TASK STATEMENT: From the first line of the listing to the last, set down everything exactly, but skip the images.

----

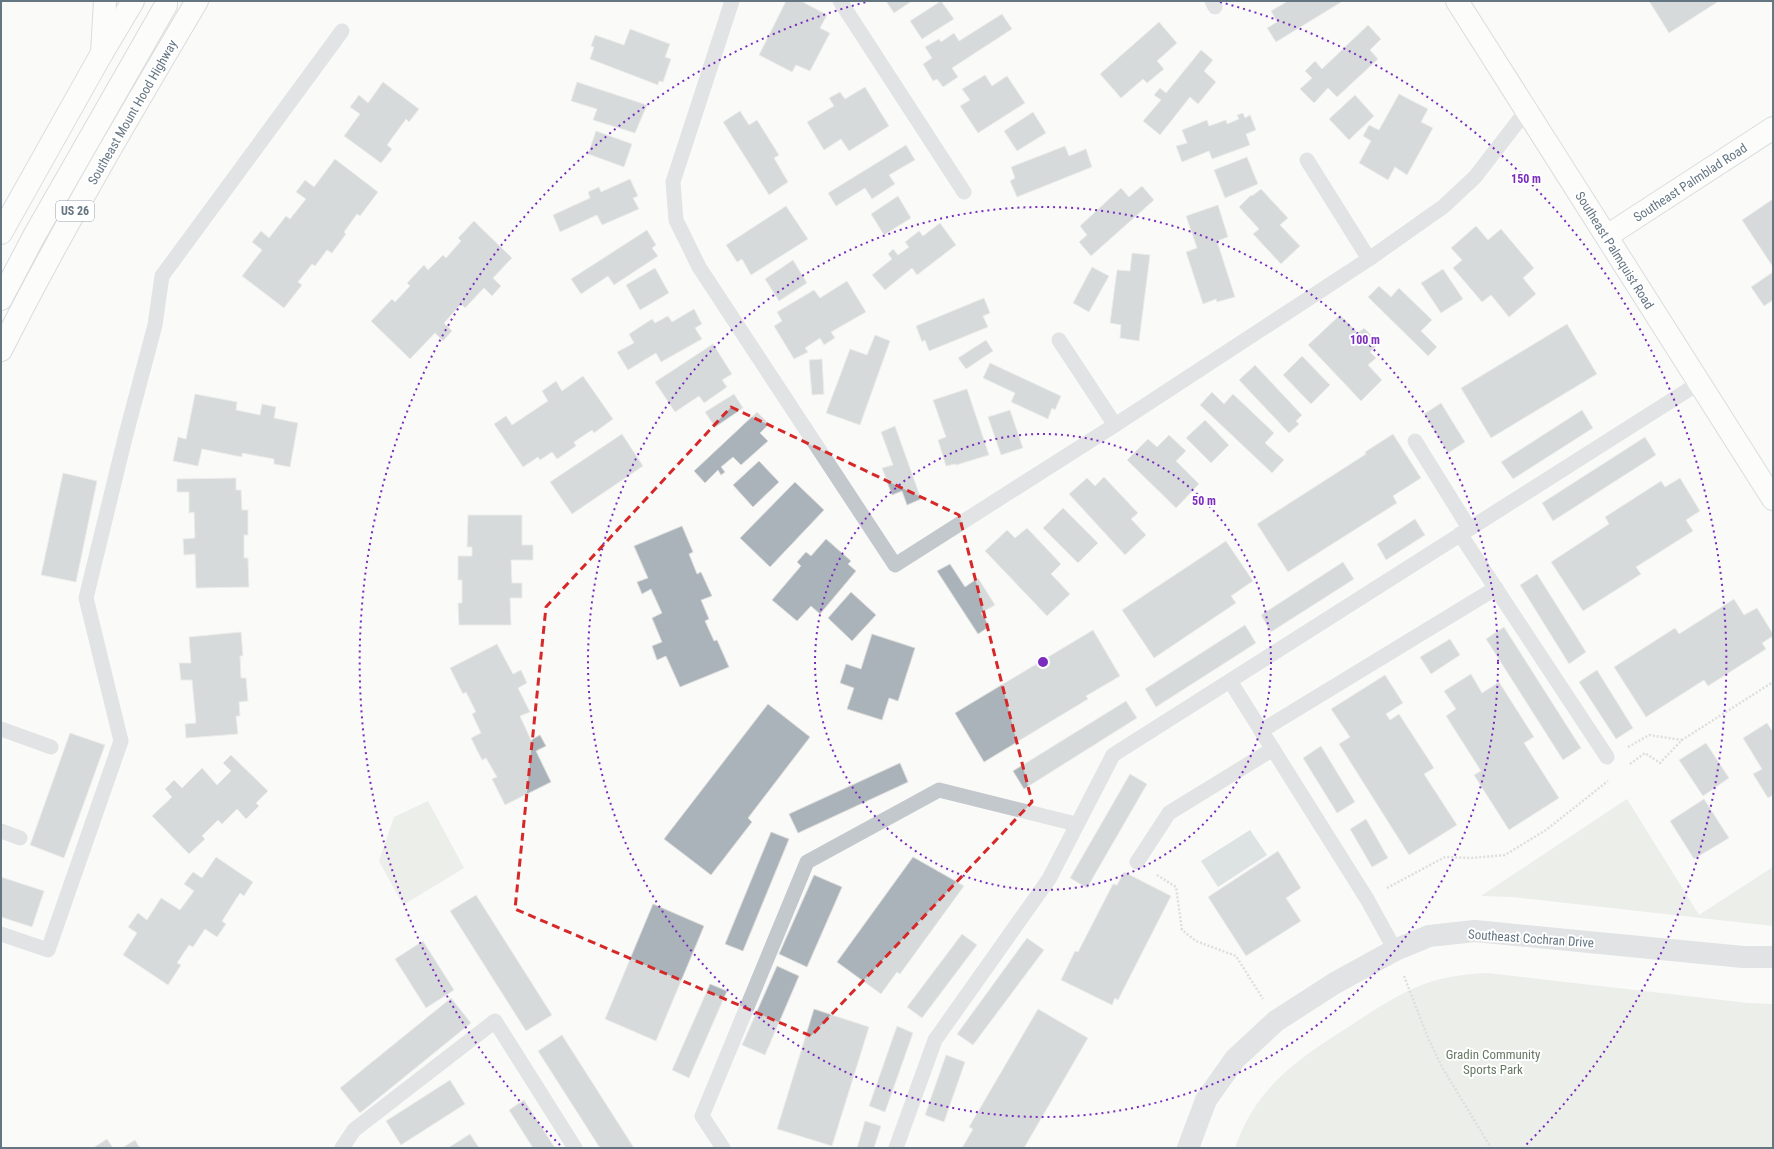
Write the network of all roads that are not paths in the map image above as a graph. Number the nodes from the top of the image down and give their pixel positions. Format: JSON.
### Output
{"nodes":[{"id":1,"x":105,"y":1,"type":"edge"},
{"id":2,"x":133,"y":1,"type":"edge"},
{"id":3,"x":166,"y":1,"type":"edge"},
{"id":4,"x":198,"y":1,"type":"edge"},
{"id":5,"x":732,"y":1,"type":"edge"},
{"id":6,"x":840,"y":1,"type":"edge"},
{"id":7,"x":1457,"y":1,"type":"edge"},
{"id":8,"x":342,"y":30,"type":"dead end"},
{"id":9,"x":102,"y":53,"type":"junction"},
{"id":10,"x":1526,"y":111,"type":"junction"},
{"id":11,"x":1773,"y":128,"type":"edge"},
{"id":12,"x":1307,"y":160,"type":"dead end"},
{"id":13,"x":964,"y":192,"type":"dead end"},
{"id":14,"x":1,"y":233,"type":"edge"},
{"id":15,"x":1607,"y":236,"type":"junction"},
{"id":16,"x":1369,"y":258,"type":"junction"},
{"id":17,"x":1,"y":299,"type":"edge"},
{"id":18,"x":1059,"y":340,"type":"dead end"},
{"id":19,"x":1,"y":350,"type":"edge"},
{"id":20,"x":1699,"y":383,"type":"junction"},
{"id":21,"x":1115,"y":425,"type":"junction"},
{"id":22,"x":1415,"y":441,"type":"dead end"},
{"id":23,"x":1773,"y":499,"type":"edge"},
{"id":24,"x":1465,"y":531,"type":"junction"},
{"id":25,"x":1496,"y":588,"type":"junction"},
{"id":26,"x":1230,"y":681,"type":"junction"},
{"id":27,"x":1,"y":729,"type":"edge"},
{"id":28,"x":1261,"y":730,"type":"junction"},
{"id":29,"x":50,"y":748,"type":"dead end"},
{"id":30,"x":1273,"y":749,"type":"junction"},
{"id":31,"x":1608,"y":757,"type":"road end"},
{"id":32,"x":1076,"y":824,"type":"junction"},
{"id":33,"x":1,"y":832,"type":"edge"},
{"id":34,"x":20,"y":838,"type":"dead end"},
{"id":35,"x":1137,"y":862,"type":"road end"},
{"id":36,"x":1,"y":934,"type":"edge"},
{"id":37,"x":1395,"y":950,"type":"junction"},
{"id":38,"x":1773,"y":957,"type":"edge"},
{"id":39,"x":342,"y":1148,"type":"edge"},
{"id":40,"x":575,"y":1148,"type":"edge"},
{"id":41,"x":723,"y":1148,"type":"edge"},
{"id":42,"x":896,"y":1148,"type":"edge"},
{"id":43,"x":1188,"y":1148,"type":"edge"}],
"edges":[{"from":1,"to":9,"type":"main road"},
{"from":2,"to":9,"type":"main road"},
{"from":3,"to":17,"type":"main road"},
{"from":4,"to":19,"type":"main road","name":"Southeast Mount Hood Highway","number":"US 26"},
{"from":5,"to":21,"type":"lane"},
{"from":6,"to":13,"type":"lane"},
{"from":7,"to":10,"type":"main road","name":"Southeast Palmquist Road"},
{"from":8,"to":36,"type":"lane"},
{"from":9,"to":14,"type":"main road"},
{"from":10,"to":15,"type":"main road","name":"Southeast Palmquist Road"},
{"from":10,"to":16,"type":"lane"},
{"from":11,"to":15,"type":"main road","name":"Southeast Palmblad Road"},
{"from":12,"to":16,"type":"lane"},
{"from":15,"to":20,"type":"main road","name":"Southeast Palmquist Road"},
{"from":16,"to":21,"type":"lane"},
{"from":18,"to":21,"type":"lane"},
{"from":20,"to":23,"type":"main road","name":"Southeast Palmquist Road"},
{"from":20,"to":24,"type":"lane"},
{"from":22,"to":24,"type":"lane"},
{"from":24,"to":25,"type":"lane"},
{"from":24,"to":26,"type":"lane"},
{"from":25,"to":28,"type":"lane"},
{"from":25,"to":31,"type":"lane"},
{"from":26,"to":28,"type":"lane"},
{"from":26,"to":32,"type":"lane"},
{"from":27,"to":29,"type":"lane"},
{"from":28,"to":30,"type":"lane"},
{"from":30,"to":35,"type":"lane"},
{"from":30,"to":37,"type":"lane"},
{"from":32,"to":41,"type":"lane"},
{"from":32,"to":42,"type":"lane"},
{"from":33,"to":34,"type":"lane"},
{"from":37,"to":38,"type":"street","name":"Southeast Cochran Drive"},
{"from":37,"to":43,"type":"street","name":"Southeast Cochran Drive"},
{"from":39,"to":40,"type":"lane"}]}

----

RESULT:
Write the network of all roads that are not paths in the map image above as a graph. Number the nodes from the top of the image down and give their pixel positions. Format: JSON.
### Output
{"nodes":[{"id":1,"x":105,"y":1,"type":"edge"},
{"id":2,"x":133,"y":1,"type":"edge"},
{"id":3,"x":166,"y":1,"type":"edge"},
{"id":4,"x":198,"y":1,"type":"edge"},
{"id":5,"x":732,"y":1,"type":"edge"},
{"id":6,"x":840,"y":1,"type":"edge"},
{"id":7,"x":1457,"y":1,"type":"edge"},
{"id":8,"x":342,"y":30,"type":"dead end"},
{"id":9,"x":102,"y":53,"type":"junction"},
{"id":10,"x":1526,"y":111,"type":"junction"},
{"id":11,"x":1773,"y":128,"type":"edge"},
{"id":12,"x":1307,"y":160,"type":"dead end"},
{"id":13,"x":964,"y":192,"type":"dead end"},
{"id":14,"x":1,"y":233,"type":"edge"},
{"id":15,"x":1607,"y":236,"type":"junction"},
{"id":16,"x":1369,"y":258,"type":"junction"},
{"id":17,"x":1,"y":299,"type":"edge"},
{"id":18,"x":1059,"y":340,"type":"dead end"},
{"id":19,"x":1,"y":350,"type":"edge"},
{"id":20,"x":1699,"y":383,"type":"junction"},
{"id":21,"x":1115,"y":425,"type":"junction"},
{"id":22,"x":1415,"y":441,"type":"dead end"},
{"id":23,"x":1773,"y":499,"type":"edge"},
{"id":24,"x":1465,"y":531,"type":"junction"},
{"id":25,"x":1496,"y":588,"type":"junction"},
{"id":26,"x":1230,"y":681,"type":"junction"},
{"id":27,"x":1,"y":729,"type":"edge"},
{"id":28,"x":1261,"y":730,"type":"junction"},
{"id":29,"x":50,"y":748,"type":"dead end"},
{"id":30,"x":1273,"y":749,"type":"junction"},
{"id":31,"x":1608,"y":757,"type":"road end"},
{"id":32,"x":1076,"y":824,"type":"junction"},
{"id":33,"x":1,"y":832,"type":"edge"},
{"id":34,"x":20,"y":838,"type":"dead end"},
{"id":35,"x":1137,"y":862,"type":"road end"},
{"id":36,"x":1,"y":934,"type":"edge"},
{"id":37,"x":1395,"y":950,"type":"junction"},
{"id":38,"x":1773,"y":957,"type":"edge"},
{"id":39,"x":342,"y":1148,"type":"edge"},
{"id":40,"x":575,"y":1148,"type":"edge"},
{"id":41,"x":723,"y":1148,"type":"edge"},
{"id":42,"x":896,"y":1148,"type":"edge"},
{"id":43,"x":1188,"y":1148,"type":"edge"}],
"edges":[{"from":1,"to":9,"type":"main road"},
{"from":2,"to":9,"type":"main road"},
{"from":3,"to":17,"type":"main road"},
{"from":4,"to":19,"type":"main road","name":"Southeast Mount Hood Highway","number":"US 26"},
{"from":5,"to":21,"type":"lane"},
{"from":6,"to":13,"type":"lane"},
{"from":7,"to":10,"type":"main road","name":"Southeast Palmquist Road"},
{"from":8,"to":36,"type":"lane"},
{"from":9,"to":14,"type":"main road"},
{"from":10,"to":15,"type":"main road","name":"Southeast Palmquist Road"},
{"from":10,"to":16,"type":"lane"},
{"from":11,"to":15,"type":"main road","name":"Southeast Palmblad Road"},
{"from":12,"to":16,"type":"lane"},
{"from":15,"to":20,"type":"main road","name":"Southeast Palmquist Road"},
{"from":16,"to":21,"type":"lane"},
{"from":18,"to":21,"type":"lane"},
{"from":20,"to":23,"type":"main road","name":"Southeast Palmquist Road"},
{"from":20,"to":24,"type":"lane"},
{"from":22,"to":24,"type":"lane"},
{"from":24,"to":25,"type":"lane"},
{"from":24,"to":26,"type":"lane"},
{"from":25,"to":28,"type":"lane"},
{"from":25,"to":31,"type":"lane"},
{"from":26,"to":28,"type":"lane"},
{"from":26,"to":32,"type":"lane"},
{"from":27,"to":29,"type":"lane"},
{"from":28,"to":30,"type":"lane"},
{"from":30,"to":35,"type":"lane"},
{"from":30,"to":37,"type":"lane"},
{"from":32,"to":41,"type":"lane"},
{"from":32,"to":42,"type":"lane"},
{"from":33,"to":34,"type":"lane"},
{"from":37,"to":38,"type":"street","name":"Southeast Cochran Drive"},
{"from":37,"to":43,"type":"street","name":"Southeast Cochran Drive"},
{"from":39,"to":40,"type":"lane"}]}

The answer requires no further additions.